Week 8: Miracles Through Challenges

Week 8: Feb 19, 2025 (Wed) to Feb 25, 2025 (Tues)

Hello, friends! Welcome to Week 8 of the Read the Bible in 4 months Challenge!

Weekly reminders/announcements:

In times of difficulty, may you choose faith and prayer! If there is any way I can be praying for you, please let me know!

Blessings,

Grace

Miracles Through Challenges

Have you ever experienced a miracle in your own life? A time when you saw God at work and His clear answer to your prayer?

I don’t know about you, but nearly every miracle I’ve experienced occurred during difficult times. 

The majority of the miracles in the Bible also took place when things weren’t going well:

There was a storm, the boat was about to sink. Then, Jesus calmed the wind and the waves. 

People were sick, leprous, crippled for life, or demon-possessed. Then Jesus touched and healed them. 

The widow’s son died tragically. Then, God used Elijah to raise him from the dead. 

A massive, well-equipped army came against the tiny camp of Israel. Then, God delivered them. 

Five thousand people were hungry with no food to eat. Then, God multiplied the five loves and two fish to feed them all.

When life goes well, we tend to forget God and feel we don’t need Him. Challenges are never easy, but they often set the stage for miracles and spiritual growth. 

We must choose wisely. In these times of difficulty, we can choose to trust and pray and experience His faithfulness. Or, we can worry, complain, and fall into sin.

In difficult times, may we choose faith, for faith paves the way for miracles. In Mark 9:23, Jesus said to the father of a boy with an unclean spirit: “If you can believe, all things are possible to him who believes.” And if we don’t have faith, let us cry out as “the father of the child cried out and said with tears, ‘Lord, I believe; help my unbelief!’” (Mark 9:24).

When life is challenging, let us choose to pray. Jesus Himself modeled this for us in the Garden of Gethsemane, praying when He was in deep distress. The Father sent an angel and strengthened Him (Luke 22:43). The sacrifices of God are broken and contrite spirits (Psalm 51) and God’s strength is made perfect in our weakness (2 Corinthians 12). There is something special and precious about prayers in times of distress; the prayers are pure and sincere, coming from the depths of our hearts. 

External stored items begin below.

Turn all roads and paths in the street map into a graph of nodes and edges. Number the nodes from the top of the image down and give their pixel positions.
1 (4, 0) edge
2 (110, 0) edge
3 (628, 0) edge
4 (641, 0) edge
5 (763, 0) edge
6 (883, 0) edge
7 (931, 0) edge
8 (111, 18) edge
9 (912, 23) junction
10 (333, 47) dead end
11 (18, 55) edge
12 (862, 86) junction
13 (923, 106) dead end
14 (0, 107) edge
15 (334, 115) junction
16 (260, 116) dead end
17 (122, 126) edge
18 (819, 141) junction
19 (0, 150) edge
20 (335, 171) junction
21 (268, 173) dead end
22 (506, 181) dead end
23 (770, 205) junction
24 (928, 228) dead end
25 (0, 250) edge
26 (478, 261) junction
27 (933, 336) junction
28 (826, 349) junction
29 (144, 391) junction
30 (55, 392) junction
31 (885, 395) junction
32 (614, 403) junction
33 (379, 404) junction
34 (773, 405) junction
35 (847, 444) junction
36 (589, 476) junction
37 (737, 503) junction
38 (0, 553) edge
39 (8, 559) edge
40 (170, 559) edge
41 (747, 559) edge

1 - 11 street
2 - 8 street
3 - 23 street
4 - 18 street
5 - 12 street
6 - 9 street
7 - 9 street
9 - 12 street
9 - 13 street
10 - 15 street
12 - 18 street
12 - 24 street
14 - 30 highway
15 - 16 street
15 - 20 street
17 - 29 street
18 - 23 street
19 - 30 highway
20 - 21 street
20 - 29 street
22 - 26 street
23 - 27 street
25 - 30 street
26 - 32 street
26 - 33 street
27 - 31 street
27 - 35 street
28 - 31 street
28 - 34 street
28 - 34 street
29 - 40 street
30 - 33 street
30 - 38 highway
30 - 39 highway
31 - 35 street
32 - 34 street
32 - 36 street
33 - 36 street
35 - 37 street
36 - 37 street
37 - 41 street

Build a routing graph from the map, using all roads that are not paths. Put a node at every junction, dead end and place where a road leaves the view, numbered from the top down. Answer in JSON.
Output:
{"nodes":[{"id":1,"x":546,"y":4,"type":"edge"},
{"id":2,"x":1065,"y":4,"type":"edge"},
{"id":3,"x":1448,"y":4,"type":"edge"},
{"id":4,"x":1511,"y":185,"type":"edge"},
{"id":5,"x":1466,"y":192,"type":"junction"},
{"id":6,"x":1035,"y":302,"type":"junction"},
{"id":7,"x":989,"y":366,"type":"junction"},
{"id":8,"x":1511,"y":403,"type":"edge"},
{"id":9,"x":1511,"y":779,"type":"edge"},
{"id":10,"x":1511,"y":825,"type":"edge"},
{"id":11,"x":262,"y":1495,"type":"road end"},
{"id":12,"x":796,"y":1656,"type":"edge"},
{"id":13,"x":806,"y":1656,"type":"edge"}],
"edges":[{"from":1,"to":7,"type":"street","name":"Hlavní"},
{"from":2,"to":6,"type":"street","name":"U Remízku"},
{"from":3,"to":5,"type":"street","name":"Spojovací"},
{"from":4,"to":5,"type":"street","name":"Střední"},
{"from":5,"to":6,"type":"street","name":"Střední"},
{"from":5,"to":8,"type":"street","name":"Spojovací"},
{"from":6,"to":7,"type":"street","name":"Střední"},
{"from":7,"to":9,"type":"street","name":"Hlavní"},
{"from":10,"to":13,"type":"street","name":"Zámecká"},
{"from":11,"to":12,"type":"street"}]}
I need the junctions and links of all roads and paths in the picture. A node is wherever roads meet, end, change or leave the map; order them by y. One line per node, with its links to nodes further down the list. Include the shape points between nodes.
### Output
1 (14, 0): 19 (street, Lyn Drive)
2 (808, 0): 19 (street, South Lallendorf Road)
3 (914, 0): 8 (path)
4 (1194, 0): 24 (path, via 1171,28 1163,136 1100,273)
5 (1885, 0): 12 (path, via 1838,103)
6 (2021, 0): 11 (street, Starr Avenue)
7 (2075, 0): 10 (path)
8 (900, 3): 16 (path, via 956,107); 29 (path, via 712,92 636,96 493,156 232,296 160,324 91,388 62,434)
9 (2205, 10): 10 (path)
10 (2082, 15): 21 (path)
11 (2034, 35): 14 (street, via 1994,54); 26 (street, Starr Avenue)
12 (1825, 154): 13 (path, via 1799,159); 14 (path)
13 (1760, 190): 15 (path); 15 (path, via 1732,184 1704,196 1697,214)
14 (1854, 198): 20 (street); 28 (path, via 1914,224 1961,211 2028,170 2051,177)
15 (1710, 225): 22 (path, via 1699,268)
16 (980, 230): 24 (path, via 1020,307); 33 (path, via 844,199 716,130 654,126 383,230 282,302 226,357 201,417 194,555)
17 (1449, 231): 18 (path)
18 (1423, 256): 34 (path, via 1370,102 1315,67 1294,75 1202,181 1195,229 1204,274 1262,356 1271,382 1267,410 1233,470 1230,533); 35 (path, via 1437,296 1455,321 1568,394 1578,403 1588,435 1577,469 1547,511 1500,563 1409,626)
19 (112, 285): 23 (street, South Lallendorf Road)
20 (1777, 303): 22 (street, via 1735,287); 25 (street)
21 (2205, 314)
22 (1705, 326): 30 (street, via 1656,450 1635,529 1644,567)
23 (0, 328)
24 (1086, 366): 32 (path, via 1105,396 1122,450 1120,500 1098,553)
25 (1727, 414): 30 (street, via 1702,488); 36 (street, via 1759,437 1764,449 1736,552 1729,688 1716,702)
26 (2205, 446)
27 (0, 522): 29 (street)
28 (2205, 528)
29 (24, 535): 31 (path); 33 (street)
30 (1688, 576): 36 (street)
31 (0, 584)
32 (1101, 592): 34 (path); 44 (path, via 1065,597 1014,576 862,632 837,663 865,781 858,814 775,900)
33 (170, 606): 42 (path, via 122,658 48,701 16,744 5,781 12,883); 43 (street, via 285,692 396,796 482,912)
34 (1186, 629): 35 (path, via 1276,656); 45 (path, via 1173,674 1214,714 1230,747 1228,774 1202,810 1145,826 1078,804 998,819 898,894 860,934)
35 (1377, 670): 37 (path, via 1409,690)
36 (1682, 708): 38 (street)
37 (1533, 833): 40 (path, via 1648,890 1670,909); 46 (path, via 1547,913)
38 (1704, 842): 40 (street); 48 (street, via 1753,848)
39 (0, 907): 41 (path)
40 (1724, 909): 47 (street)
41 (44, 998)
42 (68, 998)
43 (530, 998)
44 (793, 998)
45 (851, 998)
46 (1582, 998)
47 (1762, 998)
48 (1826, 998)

Many of the psalms were written in the midst of hardship. David wrote Psalm 3 “when he fled from Absalom his son” and Psalm 54 “when the Ziphites went and said to Saul, ‘Is David not hiding with us?’” In his anguish, David chose faith and prayer, and these sincere, touching psalms continue to bless many today, thousands of years later.

When life brings stormy wind and waves, may we choose faith and prayer, trusting that God can utilize these challenges to work miracles and deepen our spiritual growth.